I miss my ribs.
Their steady ascent to success, a ladder marking progress.
I miss my hips.
The empty space between them, reminding me I do not have to exist. That it is possible to disappear.
I miss the hollow at my throat, and the sharp edges that surround it. The comfort it gives me to hold the bones like handles, to hold onto myself.
I miss everything being in focus.
I miss acheivement.
I miss stepping on the scales and watching the needle fall, a little more each day.
I miss the way my clothes hung, too loose, too big.
Watching myself shrink with such sick satisfaction.
Because I stopped, I stopped for you.
And the photograph is blurring, edges fraying into the background, as my body loses it's corners.
As acute angles stretch to obtusity. To obesity.
And how sick it makes me feel, how disgusting.
I make my skin crawl, desperate to writhe out of the reach of this new alien thing.
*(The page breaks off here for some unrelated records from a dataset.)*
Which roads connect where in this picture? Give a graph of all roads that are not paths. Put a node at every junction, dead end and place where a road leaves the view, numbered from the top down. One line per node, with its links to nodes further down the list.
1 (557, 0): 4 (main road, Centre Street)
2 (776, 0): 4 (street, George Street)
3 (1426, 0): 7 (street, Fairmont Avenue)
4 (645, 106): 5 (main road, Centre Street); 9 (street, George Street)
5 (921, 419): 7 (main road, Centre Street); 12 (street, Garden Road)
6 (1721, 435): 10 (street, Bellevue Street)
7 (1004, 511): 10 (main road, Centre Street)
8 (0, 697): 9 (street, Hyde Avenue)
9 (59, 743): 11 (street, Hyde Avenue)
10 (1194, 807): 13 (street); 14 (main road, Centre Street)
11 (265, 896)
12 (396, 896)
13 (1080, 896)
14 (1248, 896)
This heavy thing of substantial weight, that traps me so that I cannot breathe. Pulls me under with no escape from drowning in the blubber.
I can see the light at the end of the tunnel.
It's within my grasp, the key to unshackle the weights at my ankles. To unanchor me from this reality.
I could run through the door and not look back, and then, it would all be ok. Only then.
Everytime I reach the crossroads, you're there.
Imploring, placating me to stay on the dark side with you, where I cannot dance with death.
I listen. Of course I listen... Your words are magnets and I'm just metal pulled back to you, to your waiting arms. Hoping maybe, that you'll love me this time.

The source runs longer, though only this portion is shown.